Alberta expects to see similar declines in per capita carbon emissions as neighboring British Columbia after imposing a tax on the greenhouse gas, said Environment Minister Shannon Phillips.

“We can expect a similar reduction on the consumer side,” Phillips said in an interview. “Any economist will tell you that the price signal will reduce CO2 -- that is an economic fact.”

Alberta Premier Rachel Notley and Phillips on Sunday unveiled sweeping changes to the province’s climate policy with a faster transition from coal to more renewable and gas power; an economy-wide carbon price of C$20 ($15) per ton in 2017 rising to C$30 in 2018 and a cap on oil-sands emissions. Alberta is the biggest provincial emitter of greenhouse gases in Canada even though it’s only the fourth-largest in terms of population.

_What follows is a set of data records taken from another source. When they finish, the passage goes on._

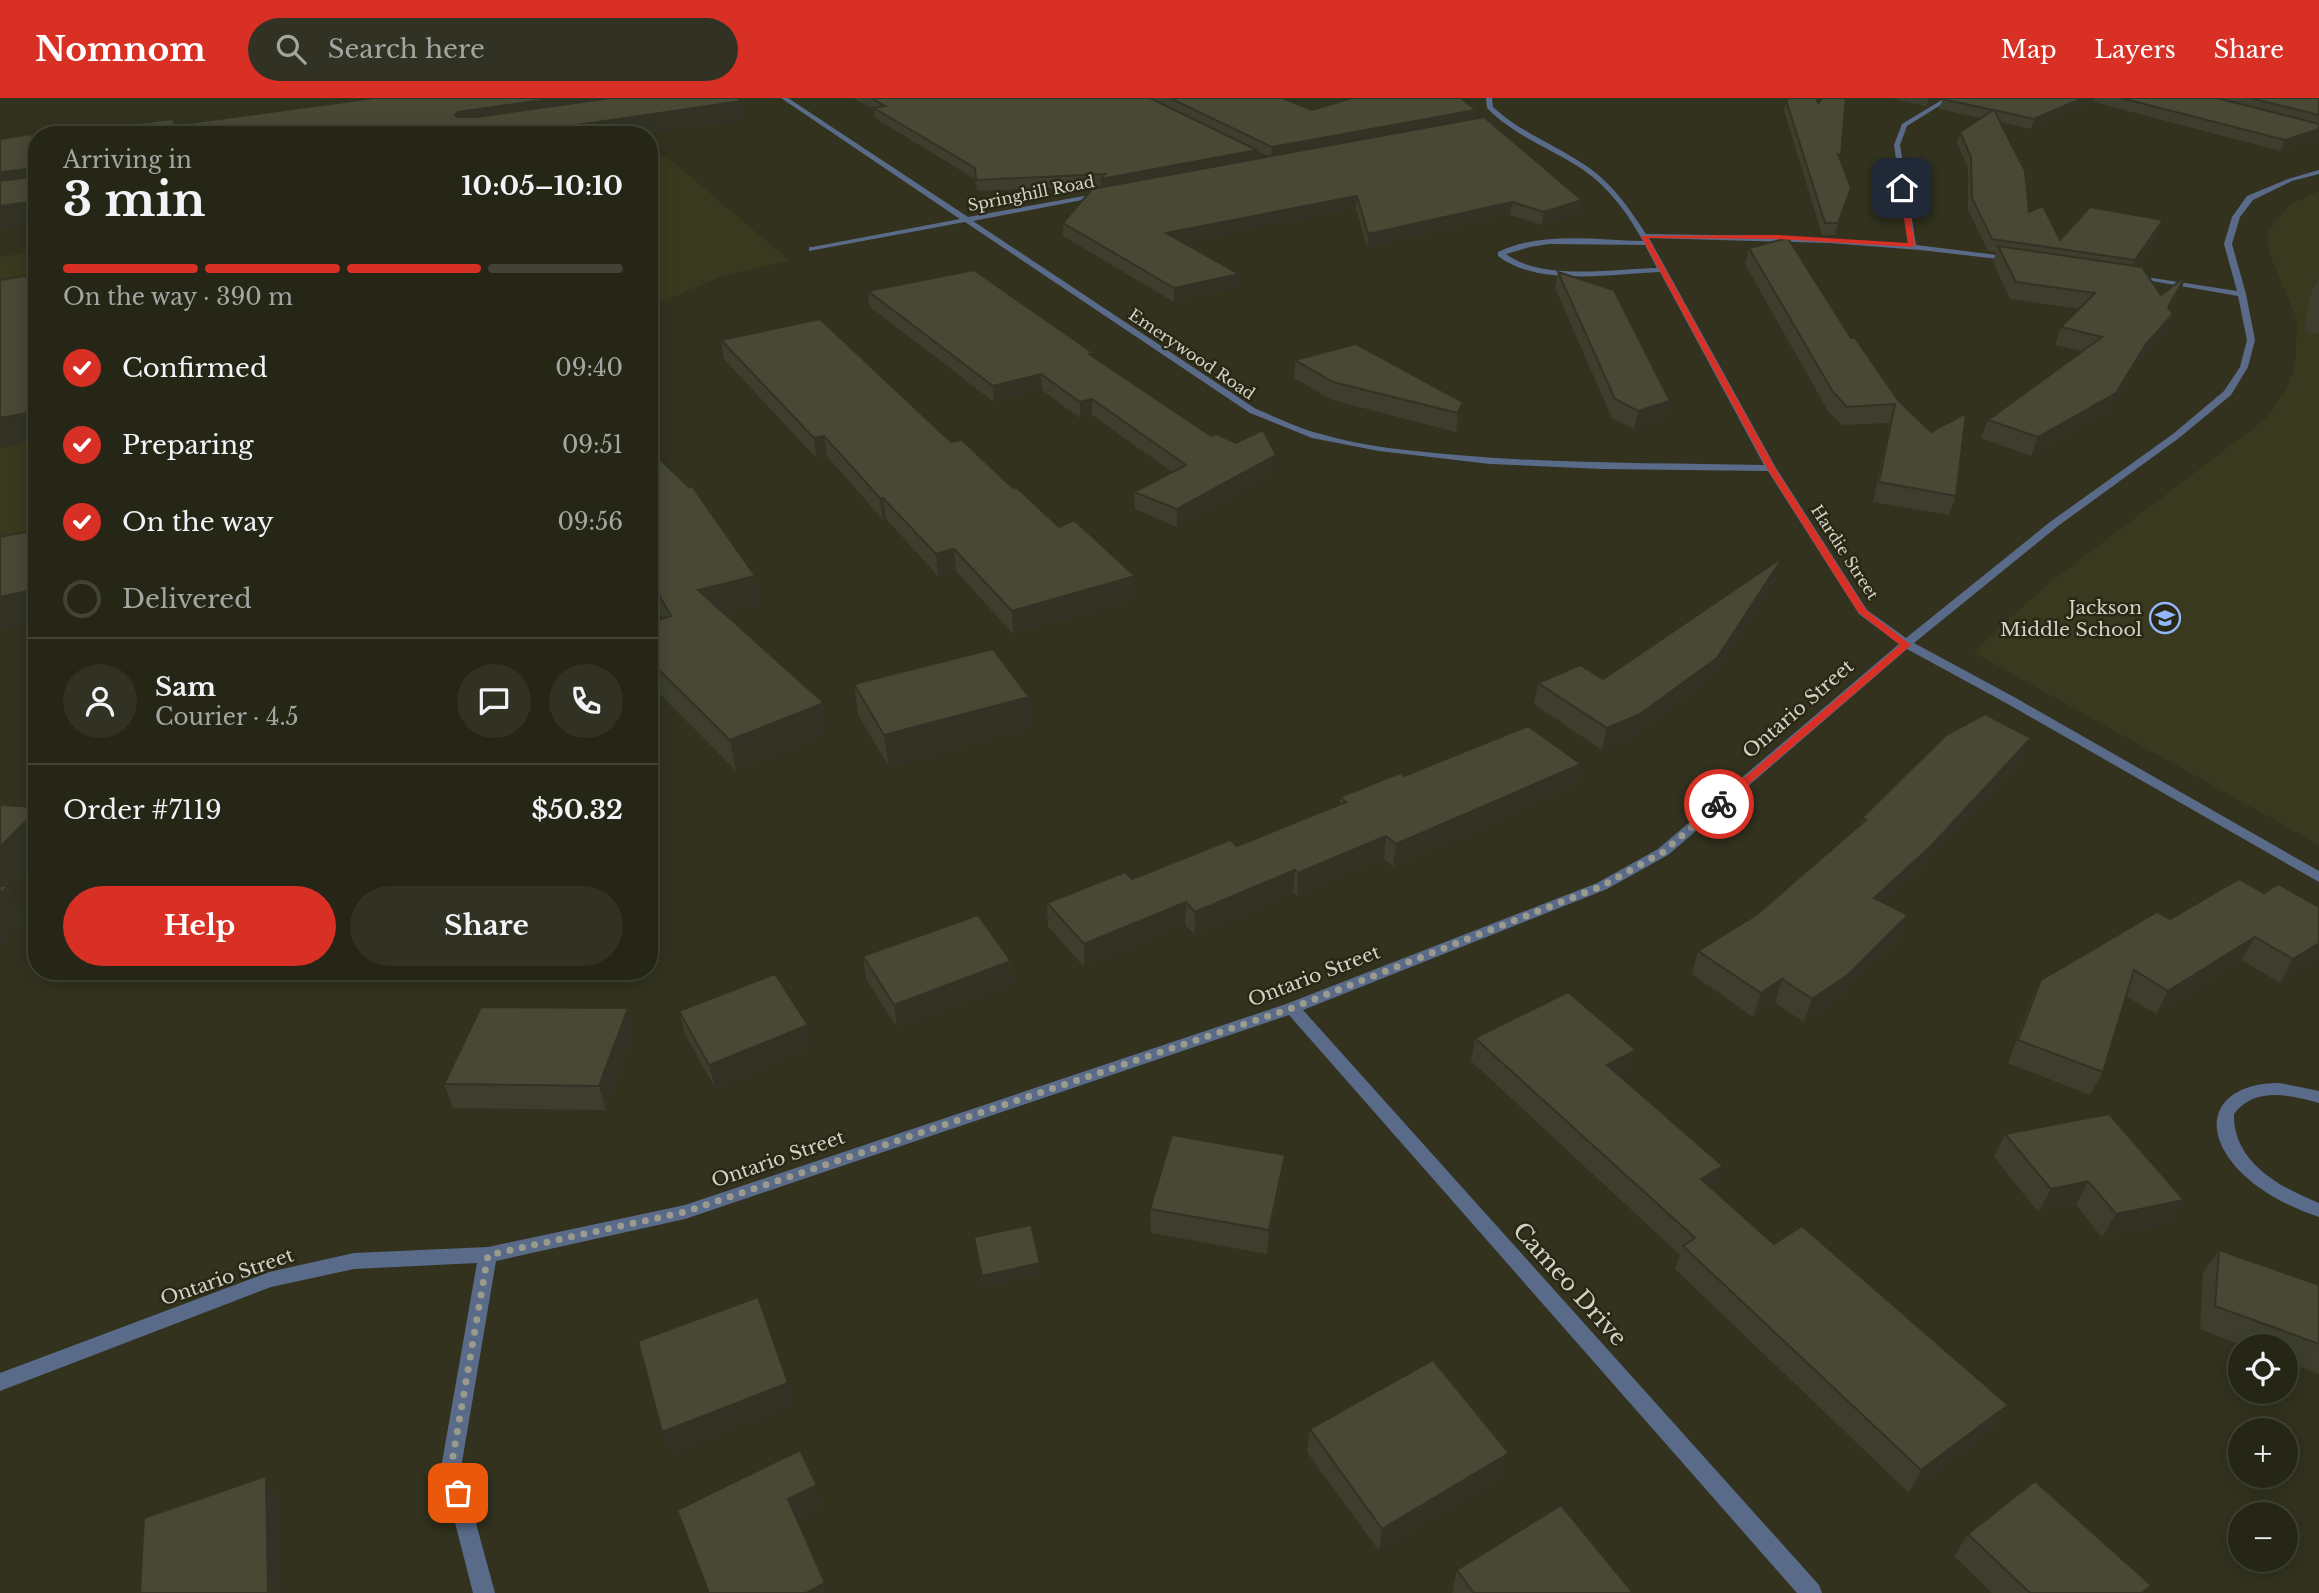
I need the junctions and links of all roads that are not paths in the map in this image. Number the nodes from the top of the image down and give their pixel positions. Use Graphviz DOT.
graph roads {
  1 [pos="785,98"];
  2 [pos="1489,98"];
  3 [pos="1949,98"];
  4 [pos="1503,120"];
  5 [pos="1490,122"];
  6 [pos="2319,172"];
  7 [pos="1118,191"];
  8 [pos="968,220"];
  9 [pos="1646,240"];
  10 [pos="1912,245"];
  11 [pos="812,249"];
  12 [pos="2027,261"];
  13 [pos="1662,270"];
  14 [pos="2121,275"];
  15 [pos="2242,294"];
  16 [pos="1771,468"];
  17 [pos="1906,645"];
  18 [pos="2319,877"];
  19 [pos="1292,1008"];
  20 [pos="2319,1097"];
  21 [pos="2319,1210"];
  22 [pos="488,1255"];
  23 [pos="0,1382"];
  24 [pos="484,1593"];
  25 [pos="1811,1593"];
  1 -- 8 [label="street, Emerywood Road"];
  2 -- 4 [label="street, Hardie Street"];
  3 -- 10 [label="street"];
  4 -- 5 [label="street"];
  4 -- 9 [label="street, Hardie Street"];
  6 -- 15 [label="street, Ontario Street"];
  7 -- 8 [label="street, Springhill Road"];
  8 -- 11 [label="street, Springhill Road"];
  8 -- 16 [label="street, Emerywood Road"];
  9 -- 10 [label="street"];
  9 -- 13 [label="street, Hardie Street"];
  9 -- 13 [label="street"];
  10 -- 12 [label="street"];
  13 -- 16 [label="street, Hardie Street"];
  14 -- 15 [label="street"];
  15 -- 17 [label="street, Ontario Street"];
  16 -- 17 [label="street, Hardie Street"];
  17 -- 18 [label="street, Hardie Street"];
  17 -- 19 [label="street, Ontario Street"];
  19 -- 22 [label="street, Ontario Street"];
  19 -- 25 [label="street, Cameo Drive"];
  20 -- 21 [label="street"];
  22 -- 23 [label="street, Ontario Street"];
  22 -- 24 [label="street"];
}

In British Columbia, fossil fuel consumers pay a C$30-per-ton tax on carbon emitted, which corresponds to 6.67 cents a liter for gasoline, or 20 U.S. cents per gallon. Per capita use of fossil fuels has declined 16 percent since it came into force in 2008.

To encourage more renewable energy, the government favors a credits system, Phillips said. Such a system is competitive and favors the lowest-cost technology, she said. “We like that as a template.”

The government is also looking at ways to encourage small-scale renewable energy development by amending the current policy that allows owners of rooftop solar arrays to feed their electricity into the grid. The new policies will be passed into law in 2016 after the government has had time to work out the details, Phillips said.